ONCE EVERY DECADE or so, a book appears that revolutionizes the field of GLBT studies. For many critics, Michel Foucault’s The History of Sexuality may have been that title in the 1970s. John Boswell’s Christianity, Social Tolerance and Homosexuality is surely the 1980s title. Eve Kosofsky Sedgwick’s Epistemology of the Closet and Judith Butler’s Gender Trouble can lay claim to this achievement in the 1990s. In the intervening decades, however, there has been a sense of critics treading water—or at best extending rather than reassessing the tenets of structuralist and post-structuralist thinkers into marginally new contexts.
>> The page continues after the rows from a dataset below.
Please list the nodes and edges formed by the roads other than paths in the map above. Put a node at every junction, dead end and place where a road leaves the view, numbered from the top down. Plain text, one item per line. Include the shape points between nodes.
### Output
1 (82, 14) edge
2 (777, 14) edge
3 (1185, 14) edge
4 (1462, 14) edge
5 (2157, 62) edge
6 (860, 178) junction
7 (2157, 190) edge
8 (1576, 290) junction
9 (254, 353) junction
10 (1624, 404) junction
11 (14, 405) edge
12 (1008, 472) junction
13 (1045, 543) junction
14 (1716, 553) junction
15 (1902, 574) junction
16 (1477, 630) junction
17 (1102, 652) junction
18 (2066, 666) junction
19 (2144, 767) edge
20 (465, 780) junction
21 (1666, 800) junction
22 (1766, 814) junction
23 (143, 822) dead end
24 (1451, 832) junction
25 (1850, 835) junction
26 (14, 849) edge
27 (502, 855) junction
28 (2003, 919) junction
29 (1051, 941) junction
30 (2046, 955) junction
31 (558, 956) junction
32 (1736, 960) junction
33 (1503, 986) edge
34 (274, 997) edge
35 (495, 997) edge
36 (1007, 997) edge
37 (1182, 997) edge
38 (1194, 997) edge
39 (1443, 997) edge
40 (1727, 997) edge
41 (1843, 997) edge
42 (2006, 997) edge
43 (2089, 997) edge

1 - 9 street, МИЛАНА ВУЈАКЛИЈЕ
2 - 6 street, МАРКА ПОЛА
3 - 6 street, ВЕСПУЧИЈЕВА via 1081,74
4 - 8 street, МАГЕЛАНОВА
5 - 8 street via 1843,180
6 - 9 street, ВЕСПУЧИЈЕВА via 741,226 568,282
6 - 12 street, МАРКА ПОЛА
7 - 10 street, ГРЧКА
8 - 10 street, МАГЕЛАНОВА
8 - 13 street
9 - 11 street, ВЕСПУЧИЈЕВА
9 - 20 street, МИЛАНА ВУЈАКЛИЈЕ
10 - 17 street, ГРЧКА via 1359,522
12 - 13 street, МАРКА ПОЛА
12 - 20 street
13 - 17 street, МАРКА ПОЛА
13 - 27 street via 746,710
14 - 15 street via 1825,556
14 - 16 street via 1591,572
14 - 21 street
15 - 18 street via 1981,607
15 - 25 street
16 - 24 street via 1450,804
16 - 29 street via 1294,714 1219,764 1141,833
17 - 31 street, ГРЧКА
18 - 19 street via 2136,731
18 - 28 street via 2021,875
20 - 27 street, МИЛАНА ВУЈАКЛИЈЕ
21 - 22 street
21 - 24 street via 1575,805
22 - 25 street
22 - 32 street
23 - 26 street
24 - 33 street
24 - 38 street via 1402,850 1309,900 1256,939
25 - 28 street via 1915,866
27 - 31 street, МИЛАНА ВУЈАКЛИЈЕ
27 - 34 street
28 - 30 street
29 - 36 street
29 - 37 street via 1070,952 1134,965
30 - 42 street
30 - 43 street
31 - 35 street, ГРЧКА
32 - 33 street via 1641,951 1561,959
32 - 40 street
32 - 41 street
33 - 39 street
Across the same period, GLBT studies, while ongoing, have suffered perhaps from no longer being the new kid on the block. While the sub-discipline embedded itself in university departments starting in the ’90s, and sexuality theorists dutifully took their place on many sophomore syllabi, the publishing world was more fickle: academic presses soon found new areas of niche interest, such as animal studies, while mainstream publishing almost entirely forgot that it had once been interested in gay and lesbian ideas (with rare exceptions, such as 2008’s The Greeks and Greek Love, by James Davidson).
Now, Columbia University Press has transformed this narrative with a singular publication. For Joseph Allen Boone’s The Homoerotics of Orientalism is a book that upends current postcolonial thinking by presenting a massive, inchoate body of texts—literary and otherwise—mutually informing, supporting, and cross-referencing one another across the famously impervious East-West divide. (“East-West” here denotes relations between Western and Islamic cultures, following the formulation of Edward Said’s groundbreaking if flawed 1978 study, Orientalism.) By showing the ubiquity of male same-sex desires, cadences, and expressions within East-West discourses, Boone challenges the social constructionist dogma of feminists and queer theorists, who insist that such desires, cadences, and expressions are particular to a given cultural nexus.
Boone finally makes sense of the flow of writings, paintings, films, and other forms of art between the Islamic East and the Christian West, and what emerges is something far more credible than Edward Said’s original thesis, which was, to summarize, that Western travelers dabbled in the East, objectified it, “sold” it back to a Western clientele, and denied the subjectivity of the ethnic, religious, and cultural “other.” Said’s Orientalism set out to expose and document a persistent Western tendency both to romanticize and to patronize Arab and Middle Eastern culture. But Boone lays to rest utterly the notion that a straightforward, dogmatic, and monolithic power relationship was always being played out when Western writers and artists headed to the Near (or Middle) East.